From the book, “Tagine is the name of the dish as well as the round, shallow-based terra-cotta (clay or ceramic) casserole with a tall, pointed, conical lid. The lid fits into the base’s grooved rim and acts as a closed chimney. The steam rises and condenses on the wall of the lid, and the moisture falls back onto the simmering food, preventing the loss of moisture or flavor. Tagines are perfect for slow cooking, whether over an ember-filled brazier or the low to medium heat on a stove.”

There is some prepping to do if you’ve just purchased a tagine, similar to seasoning a cast-iron skillet. But care must be taken always to not overheat the tagine or it will crack.
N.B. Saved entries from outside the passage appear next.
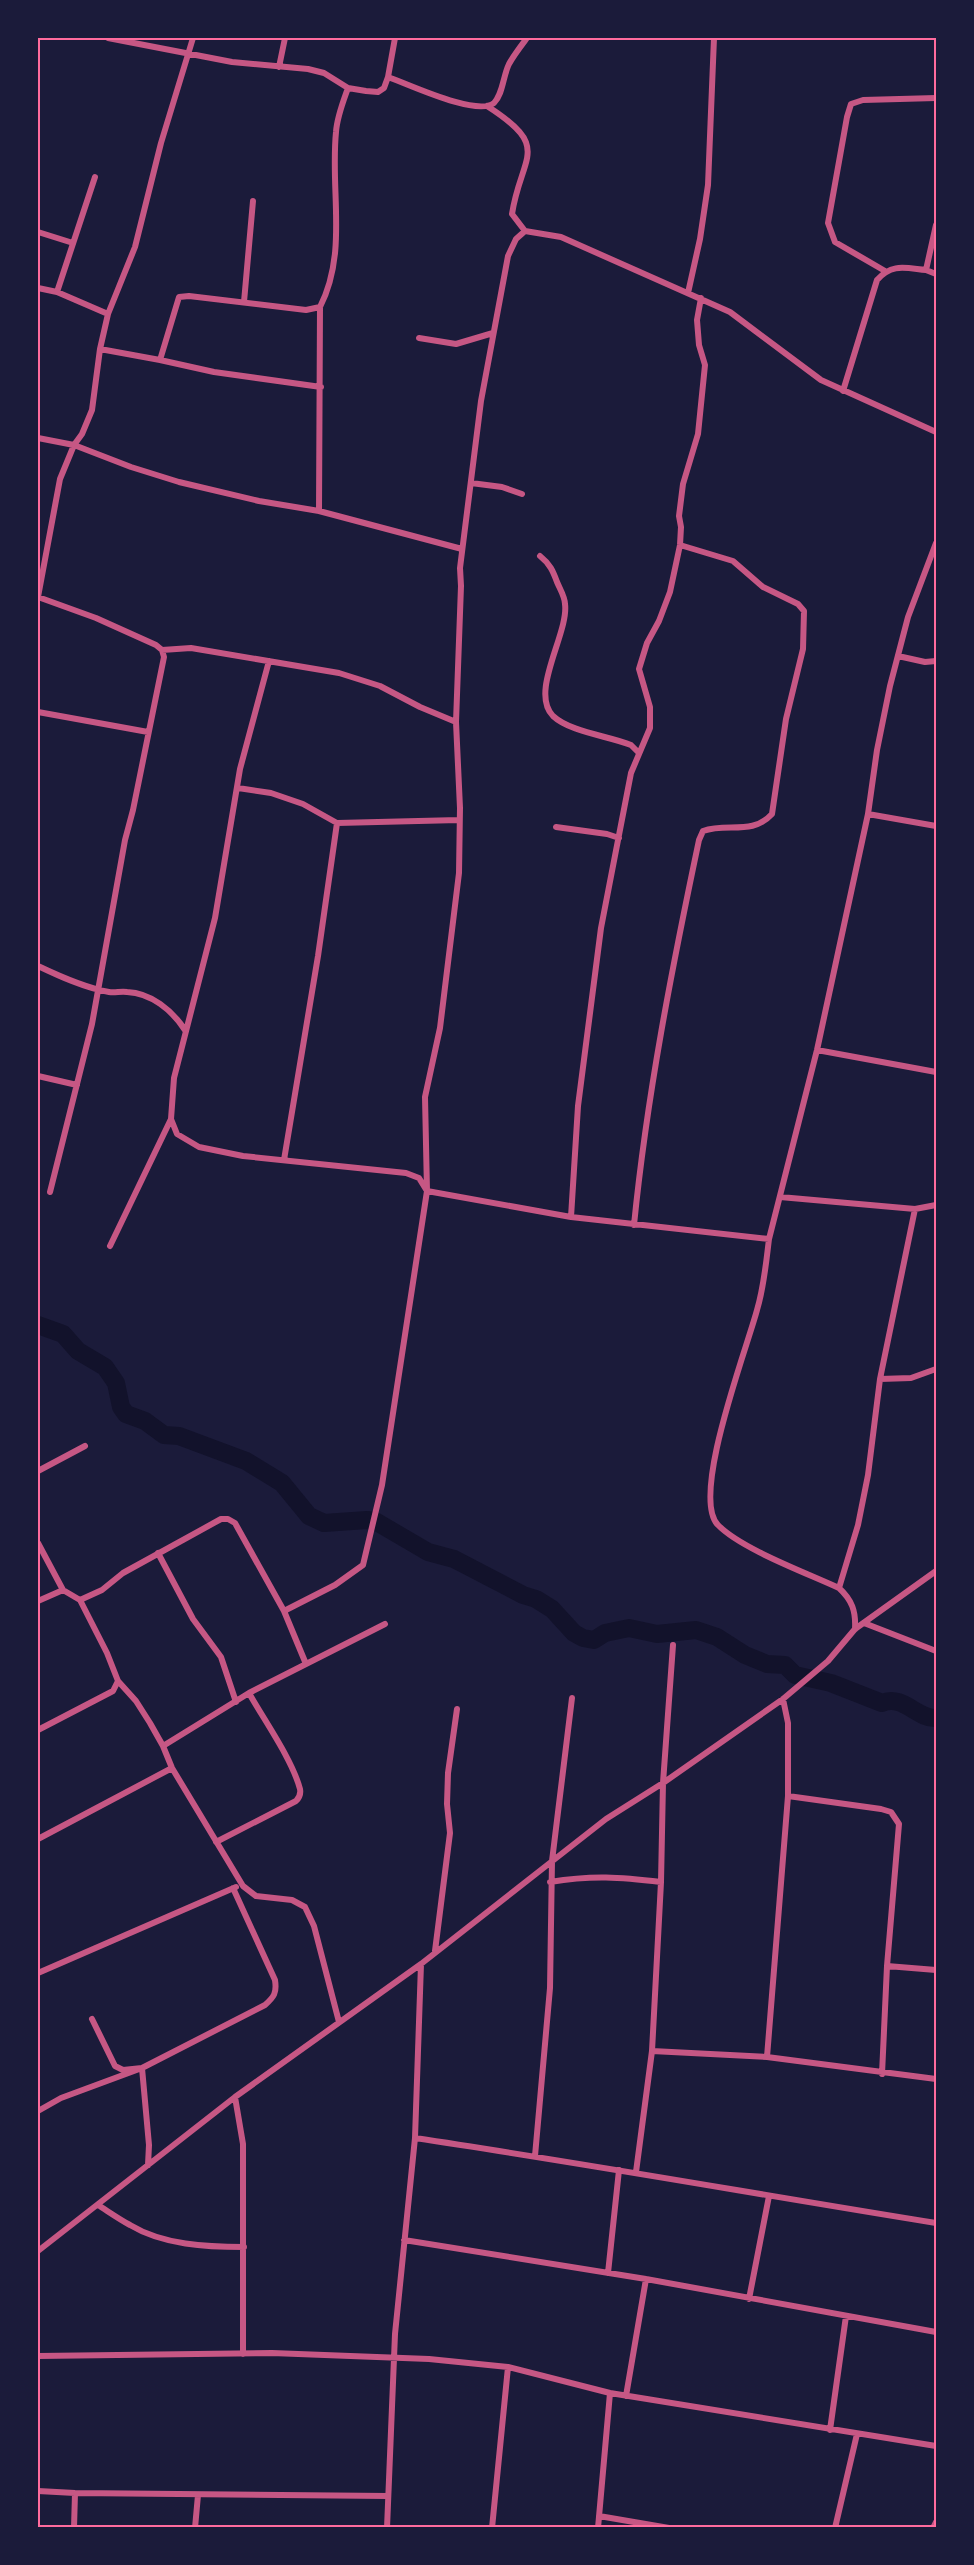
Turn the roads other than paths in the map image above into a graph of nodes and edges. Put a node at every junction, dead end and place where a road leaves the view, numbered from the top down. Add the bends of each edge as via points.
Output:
1 (108, 38) edge
2 (193, 38) edge
3 (285, 38) edge
4 (395, 38) edge
5 (527, 38) edge
6 (714, 38) edge
7 (189, 54) junction
8 (279, 67) junction
9 (388, 76) junction
10 (348, 88) junction
11 (936, 98) edge
12 (487, 106) junction
13 (95, 177) dead end
14 (253, 201) dead end
15 (936, 225) edge
16 (525, 231) junction
17 (38, 232) edge
18 (73, 243) junction
19 (926, 270) junction
20 (885, 271) junction
21 (936, 274) edge
22 (38, 288) edge
23 (57, 292) junction
24 (688, 293) junction
25 (700, 298) junction
26 (244, 302) junction
27 (320, 307) junction
28 (108, 314) junction
29 (493, 333) junction
30 (419, 338) dead end
31 (100, 349) junction
32 (160, 360) junction
33 (321, 387) junction
34 (843, 391) junction
35 (936, 432) edge
36 (38, 438) edge
37 (74, 445) junction
38 (471, 483) junction
39 (522, 494) dead end
40 (319, 511) junction
41 (936, 543) edge
42 (680, 545) junction
43 (462, 549) junction
44 (540, 556) dead end
45 (38, 597) edge
46 (162, 650) junction
47 (898, 656) junction
48 (269, 661) junction
49 (936, 661) edge
50 (38, 712) edge
51 (456, 722) junction
52 (148, 732) junction
53 (639, 753) junction
54 (238, 788) junction
55 (868, 814) junction
56 (459, 820) junction
57 (337, 823) junction
58 (936, 826) edge
59 (556, 827) dead end
60 (619, 838) junction
61 (38, 966) edge
62 (98, 989) junction
63 (185, 1030) junction
64 (817, 1050) junction
65 (936, 1072) edge
66 (38, 1076) edge
67 (77, 1085) junction
68 (171, 1119) junction
69 (284, 1160) junction
70 (427, 1191) junction
71 (50, 1192) dead end
72 (780, 1197) junction
73 (936, 1205) edge
74 (915, 1209) junction
75 (571, 1217) junction
76 (634, 1225) junction
77 (769, 1239) junction
78 (110, 1246) dead end
79 (936, 1369) edge
80 (880, 1379) junction
81 (85, 1446) dead end
82 (38, 1471) edge
83 (38, 1543) edge
84 (158, 1553) junction
85 (936, 1571) edge
86 (839, 1588) junction
87 (63, 1590) junction
88 (80, 1600) junction
89 (38, 1601) edge
90 (284, 1611) junction
91 (864, 1623) junction
92 (385, 1624) dead end
93 (855, 1629) junction
94 (673, 1645) dead end
95 (936, 1651) edge
96 (306, 1664) junction
97 (118, 1681) junction
98 (249, 1693) junction
99 (572, 1698) dead end
100 (783, 1700) junction
101 (236, 1702) junction
102 (457, 1709) dead end
103 (38, 1730) edge
104 (163, 1746) junction
105 (172, 1768) junction
106 (663, 1783) junction
107 (788, 1796) junction
108 (38, 1839) edge
109 (216, 1842) junction
110 (552, 1861) junction
111 (550, 1882) junction
112 (661, 1882) junction
113 (243, 1886) junction
114 (233, 1887) junction
115 (435, 1951) junction
116 (420, 1964) junction
117 (887, 1966) junction
118 (936, 1970) edge
119 (38, 1973) edge
120 (92, 2019) dead end
121 (339, 2022) junction
122 (652, 2051) junction
123 (767, 2057) junction
124 (142, 2068) junction
125 (882, 2074) junction
126 (936, 2079) edge
127 (235, 2097) junction
128 (38, 2111) edge
129 (415, 2138) junction
130 (535, 2156) junction
131 (148, 2165) junction
132 (620, 2170) junction
133 (636, 2172) junction
134 (769, 2196) junction
135 (98, 2205) junction
136 (936, 2223) edge
137 (404, 2240) junction
138 (244, 2247) junction
139 (38, 2251) edge
140 (608, 2273) junction
141 (646, 2279) junction
142 (749, 2299) junction
143 (846, 2316) junction
144 (936, 2332) edge
145 (243, 2354) junction
146 (38, 2356) edge
147 (394, 2358) junction
148 (508, 2367) junction
149 (610, 2393) junction
150 (626, 2396) junction
151 (830, 2430) junction
152 (857, 2434) junction
153 (936, 2446) edge
154 (38, 2491) edge
155 (75, 2493) junction
156 (198, 2495) junction
157 (388, 2496) junction
158 (599, 2516) junction
159 (936, 2522) edge
160 (74, 2528) edge
161 (195, 2528) edge
162 (387, 2528) edge
163 (492, 2528) edge
164 (598, 2528) edge
165 (669, 2528) edge
166 (835, 2528) edge
167 (933, 2528) edge

1 - 7 street
2 - 7 street
3 - 8 street
4 - 9 street
5 - 12 street via 509,65 498,98
6 - 24 street via 708,185
7 - 8 street
7 - 28 street via 135,247
8 - 10 street via 324,73
9 - 10 street via 378,92
9 - 12 street via 435,95
10 - 27 street via 336,131 334,261
11 - 20 street via 863,100 851,104 847,117 828,222 830,234 835,242
12 - 16 street via 515,125 528,148 527,166 512,214
13 - 18 street
14 - 26 street
15 - 19 street
16 - 24 street via 561,237
16 - 29 street via 508,256
17 - 18 street
18 - 23 street
19 - 20 street via 895,267
19 - 21 street
20 - 34 street via 872,291
22 - 23 street
23 - 28 street
24 - 25 street
25 - 34 street via 730,312 821,380
25 - 42 street via 697,320 705,365 695,450 683,484
26 - 27 street via 306,310
26 - 32 street via 179,297
27 - 33 street
28 - 31 street
29 - 30 street via 456,344
29 - 38 street
31 - 32 street
31 - 37 street via 92,410
32 - 33 street
33 - 40 street
34 - 35 street
36 - 37 street
37 - 40 street via 179,482
37 - 45 street via 55,500
38 - 39 street
38 - 43 street
40 - 43 street
41 - 47 street
42 - 53 street via 670,592 639,669 650,707 650,728
42 - 76 street via 726,557 763,587 798,604 804,611 805,632 786,719 772,814 763,823 702,831 699,840 642,1143
43 - 51 street
44 - 53 street via 551,564 566,605 561,636 550,661 546,698 552,714 573,726 631,745
45 - 46 street via 96,618
46 - 48 street via 191,648
46 - 52 street via 164,657
47 - 49 street
47 - 55 street via 877,750
48 - 51 street via 339,673 380,686
48 - 54 street
50 - 52 street
51 - 56 street
52 - 62 street
53 - 60 street via 631,773
54 - 57 street via 271,793 303,804
54 - 63 street via 215,918
55 - 58 street
55 - 64 street
56 - 57 street
56 - 70 street via 459,873 440,1028 426,1097
57 - 69 street
59 - 60 street
60 - 75 street via 601,928 578,1106
61 - 62 street
62 - 63 street via 139,993 154,999
62 - 67 street
63 - 68 street via 174,1078
64 - 65 street
64 - 72 street
66 - 67 street
67 - 71 street
68 - 69 street via 177,1134 199,1147
68 - 78 street
69 - 70 street via 406,1173 419,1179
70 - 75 street
70 - 90 street via 382,1485 363,1565 335,1585
72 - 74 street
72 - 77 street
73 - 74 street
74 - 80 street
75 - 76 street
76 - 77 street
77 - 86 street via 758,1309 714,1458 711,1503 716,1524 737,1540
79 - 80 street via 910,1378
80 - 86 street via 868,1476
81 - 82 street
83 - 87 street
84 - 88 street
84 - 90 street via 221,1519 228,1519 235,1523
84 - 101 street via 193,1619 221,1657
85 - 91 street
86 - 93 street via 848,1596 856,1614
87 - 88 street
87 - 89 street
88 - 97 street
90 - 96 street
91 - 93 street
91 - 95 street
92 - 96 street
93 - 100 street via 828,1661
94 - 106 street
96 - 98 street
97 - 103 street via 113,1691
97 - 104 street via 136,1701
98 - 101 street
98 - 109 street via 288,1761 300,1796
99 - 110 street
100 - 106 street
100 - 107 street via 788,1723
101 - 104 street
102 - 115 street via 448,1773 450,1833
104 - 105 street
105 - 108 street
105 - 109 street
106 - 110 street via 606,1819
106 - 112 street
107 - 117 street via 881,1809 891,1812 899,1824
107 - 123 street
109 - 113 street
110 - 111 street
110 - 115 street
111 - 112 street via 585,1876
111 - 130 street via 550,1988
112 - 122 street
113 - 114 street
113 - 121 street via 256,1896 292,1900 305,1907 314,1926
114 - 119 street
114 - 124 street via 275,1980 274,1997
115 - 116 street
116 - 121 street
116 - 129 street
117 - 118 street
117 - 125 street
120 - 124 street via 115,2066 123,2070
121 - 127 street
122 - 123 street
122 - 133 street
123 - 125 street
124 - 128 street
124 - 131 street
125 - 126 street
127 - 131 street
127 - 138 street via 243,2144
129 - 130 street
129 - 137 street
130 - 132 street
131 - 135 street
132 - 133 street
132 - 140 street
133 - 134 street
134 - 136 street
134 - 142 street
135 - 138 street via 131,2227 151,2234 187,2244
135 - 139 street
137 - 140 street
137 - 147 street
138 - 145 street
140 - 141 street
141 - 142 street
141 - 150 street
142 - 143 street
143 - 144 street
143 - 151 street
145 - 146 street
145 - 147 street
147 - 148 street
147 - 157 street
148 - 149 street
148 - 163 street
149 - 150 street
149 - 158 street
150 - 151 street
151 - 152 street
152 - 153 street
152 - 166 street
154 - 155 street
155 - 156 street
155 - 160 street
156 - 157 street
156 - 161 street
157 - 162 street
158 - 164 street
158 - 165 street
159 - 167 street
Medium direct heat is the maximum suggested for using a tagine on the stove.

Also from the book, “To season a tagine, submerge the base and lid in water for at least 2 hours (overnight if not glazed). Remove and let dry completely. Brush the inside of the base and lid with olive oil. For an unglazed tagine, paint the entire vessel with oil. Place in a cold oven and turn on to 350 degrees. Bake for 2 hours. Turn off the heat and allow the tagine to slowly, and completely, cool. Season the tagine again if it goes unused for a number of months.”

Which is probably what happened to my first tagine. I hadn’t used it for a while, and didn’t realize I should re-season it, so the bottom cracked.

I recently decided to purchase one again. Because I love the look of La Chamba cookware, I purchased a La Chamba tagine. Seasoning directions were included.

This recipe is reminiscent of shakshuka, with the eggs cooked in red sauce, but then, with meatballs?!! I just had to make it.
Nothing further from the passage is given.